Over the last few years, I became more and more into creating good figures to use in research papers. It probably started when I was reading a book about data science in the mid of my phd. Back then I start to learn about matplotlib for Python and ggplot for R. I was somehow impressed by the quality of these figures and the reasonably low effort required to create them. I also remember that I convinced myself to update all figures of a 30+ pages paper that we have been working on for, at least, 3 years. Needless to say that I was very proud about the new figures on the paper (and its eventual acceptance).

But it was not always like that. In the first paper published during my phd, I used OpenOffice to create the figures. By the time, the quality of the figure didn’t bother much me; In fact, I was still learning what is research and how to do it. The quality of the figures was not more important than trying to finish a 6-page paper and submit for that first edition workshop that we never heard of. As a result, this figure came along with our workshop paper.

(If you agree that the above figure is far from being good, keep reading.)

Figures should not only convey an information, but they should also do it easily and quickly (“a picture is worth a thousand words”, they said). However, it only works if you have good figures. For instance, would you be surprised if I tell you that the values of the red line of the third figure is greater than the red line in the first figure? Why would that be the case? This happens because these three figures are under different scales; this makes such a comparison misleading. Still, the x axis use different time windows for each figure, which is also misleading (I’m not sure if that was a typo or if the x axis indeed employs different time window). A simple fix (put the figures in the same scale and using the same time window) would make this figure much more comprehensible. This is why I wholeheartedly agree with Philip Guo when he says:

Fast-forwarding to 2018, and after many other figures created throughout the course, I started to observe bad patterns that prevent researchers from plotting good figures (although I’m not assuming the figure I create are the best ones; but I’m always trying to improve this). Even though the presence of these bad patterns in a paper does not mean that one would argue for rejection, it will hardly convince anyone to accept it. Here we go:

  1. Similar figures under different scale: This is the problem address in the figure above. The solution is simple: employ the same y axis for all figures. (example: fig 1 of this paper).

  2. Save figures as PNG or JPG: Or any other compressed figure format.
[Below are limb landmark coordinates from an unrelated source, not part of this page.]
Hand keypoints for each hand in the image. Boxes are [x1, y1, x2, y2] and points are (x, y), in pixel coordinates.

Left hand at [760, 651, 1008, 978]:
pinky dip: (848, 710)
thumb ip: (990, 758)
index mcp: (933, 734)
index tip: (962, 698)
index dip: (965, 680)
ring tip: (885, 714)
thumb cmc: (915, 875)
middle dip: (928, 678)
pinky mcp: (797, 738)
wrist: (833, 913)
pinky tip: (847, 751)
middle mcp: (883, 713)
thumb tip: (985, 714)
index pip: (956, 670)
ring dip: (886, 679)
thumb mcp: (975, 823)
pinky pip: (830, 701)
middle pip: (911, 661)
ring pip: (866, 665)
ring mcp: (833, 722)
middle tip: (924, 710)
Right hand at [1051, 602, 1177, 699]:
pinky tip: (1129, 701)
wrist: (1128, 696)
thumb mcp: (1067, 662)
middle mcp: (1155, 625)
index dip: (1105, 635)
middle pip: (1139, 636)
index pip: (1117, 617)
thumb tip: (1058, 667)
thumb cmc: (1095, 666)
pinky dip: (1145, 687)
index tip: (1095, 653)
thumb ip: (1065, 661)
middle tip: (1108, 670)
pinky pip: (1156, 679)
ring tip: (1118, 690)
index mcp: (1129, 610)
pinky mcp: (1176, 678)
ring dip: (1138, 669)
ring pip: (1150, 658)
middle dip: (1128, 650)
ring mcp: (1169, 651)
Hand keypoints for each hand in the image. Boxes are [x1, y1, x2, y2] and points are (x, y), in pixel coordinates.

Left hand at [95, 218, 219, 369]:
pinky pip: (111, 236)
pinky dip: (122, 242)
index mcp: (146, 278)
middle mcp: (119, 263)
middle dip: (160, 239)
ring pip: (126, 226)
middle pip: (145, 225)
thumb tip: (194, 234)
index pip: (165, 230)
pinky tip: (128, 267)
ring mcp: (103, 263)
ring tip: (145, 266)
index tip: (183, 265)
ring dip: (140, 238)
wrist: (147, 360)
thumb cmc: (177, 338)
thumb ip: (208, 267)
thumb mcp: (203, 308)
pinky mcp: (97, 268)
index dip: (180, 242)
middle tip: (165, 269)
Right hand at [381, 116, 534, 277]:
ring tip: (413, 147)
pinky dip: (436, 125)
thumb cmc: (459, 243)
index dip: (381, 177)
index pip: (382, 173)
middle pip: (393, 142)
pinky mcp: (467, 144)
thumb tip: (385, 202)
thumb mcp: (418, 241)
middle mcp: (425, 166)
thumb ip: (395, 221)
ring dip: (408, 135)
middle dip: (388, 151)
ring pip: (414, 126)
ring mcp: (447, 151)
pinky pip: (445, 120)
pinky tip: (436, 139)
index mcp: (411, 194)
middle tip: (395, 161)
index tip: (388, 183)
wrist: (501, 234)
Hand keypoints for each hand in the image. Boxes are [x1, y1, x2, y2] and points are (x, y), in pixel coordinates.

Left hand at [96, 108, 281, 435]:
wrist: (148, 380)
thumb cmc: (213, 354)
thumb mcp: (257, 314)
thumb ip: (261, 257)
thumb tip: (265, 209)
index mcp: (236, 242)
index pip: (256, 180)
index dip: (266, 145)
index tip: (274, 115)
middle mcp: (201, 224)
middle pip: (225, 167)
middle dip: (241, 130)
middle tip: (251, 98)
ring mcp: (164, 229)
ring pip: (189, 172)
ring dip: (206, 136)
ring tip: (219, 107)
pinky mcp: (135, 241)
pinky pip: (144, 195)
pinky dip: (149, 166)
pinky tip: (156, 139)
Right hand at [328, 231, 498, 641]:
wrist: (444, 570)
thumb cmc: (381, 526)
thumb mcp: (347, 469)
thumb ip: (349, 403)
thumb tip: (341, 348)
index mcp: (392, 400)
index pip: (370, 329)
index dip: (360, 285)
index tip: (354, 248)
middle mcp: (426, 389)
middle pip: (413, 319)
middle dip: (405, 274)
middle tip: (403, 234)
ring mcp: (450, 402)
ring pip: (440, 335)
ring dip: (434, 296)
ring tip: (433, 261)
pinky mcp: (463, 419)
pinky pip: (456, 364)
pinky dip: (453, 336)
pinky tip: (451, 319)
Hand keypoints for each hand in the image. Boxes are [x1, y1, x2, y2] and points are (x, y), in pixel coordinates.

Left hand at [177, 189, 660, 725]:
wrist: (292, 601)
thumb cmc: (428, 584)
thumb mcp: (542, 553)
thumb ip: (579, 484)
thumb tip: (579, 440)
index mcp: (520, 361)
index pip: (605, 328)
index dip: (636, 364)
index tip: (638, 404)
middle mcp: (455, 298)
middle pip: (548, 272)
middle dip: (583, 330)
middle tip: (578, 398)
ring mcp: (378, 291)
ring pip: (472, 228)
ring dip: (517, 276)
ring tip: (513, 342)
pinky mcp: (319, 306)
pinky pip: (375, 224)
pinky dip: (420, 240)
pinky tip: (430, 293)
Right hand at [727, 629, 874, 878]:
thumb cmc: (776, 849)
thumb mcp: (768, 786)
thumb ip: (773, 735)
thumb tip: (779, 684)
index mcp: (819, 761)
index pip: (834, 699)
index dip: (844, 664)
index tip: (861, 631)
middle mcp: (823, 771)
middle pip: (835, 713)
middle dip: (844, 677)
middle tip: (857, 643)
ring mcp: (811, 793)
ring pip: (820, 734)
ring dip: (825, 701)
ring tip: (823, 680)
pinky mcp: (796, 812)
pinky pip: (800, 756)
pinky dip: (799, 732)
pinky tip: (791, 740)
These formats degrade the image quality, which is particularly relevant when our peers still have the culture of printing papers in b&w for review. Moreover, when reading on screen, if one wants to zoom in an image for a better understanding, compressed figures degrade even more. The solution: save figures using a vectorial format (e.g., eps or pdf).

  3. 50 shades of the same color: This is also to ease the review for those used to print in b&w. This happens when one uses different shades of the same colors, a common practice in heat maps (example: fig 11 of this paper). As a fix, instead of having 50 shades of blue, many heat maps can be done with 3-5 shades.

  4. Skewed by outliers: This is a common pattern. The data has outliers and the figure is skewed when they are present. Sometimes we are forced to remove them, otherwise they could limit the understanding of the figure. However, removing outliers only because they do not appear handsome in the graph is not a strong argument (although I did that myself too). A better approach is to use the logarithmic scale.

  5. Labels with small font: This makes it harder to understand the meaning of the figure (example: fig 5 of this paper). Add to this a low quality JPG figure. No one would understand what the figure is supposed to say. The fix? Increase the font. If necessary, increase the figure size.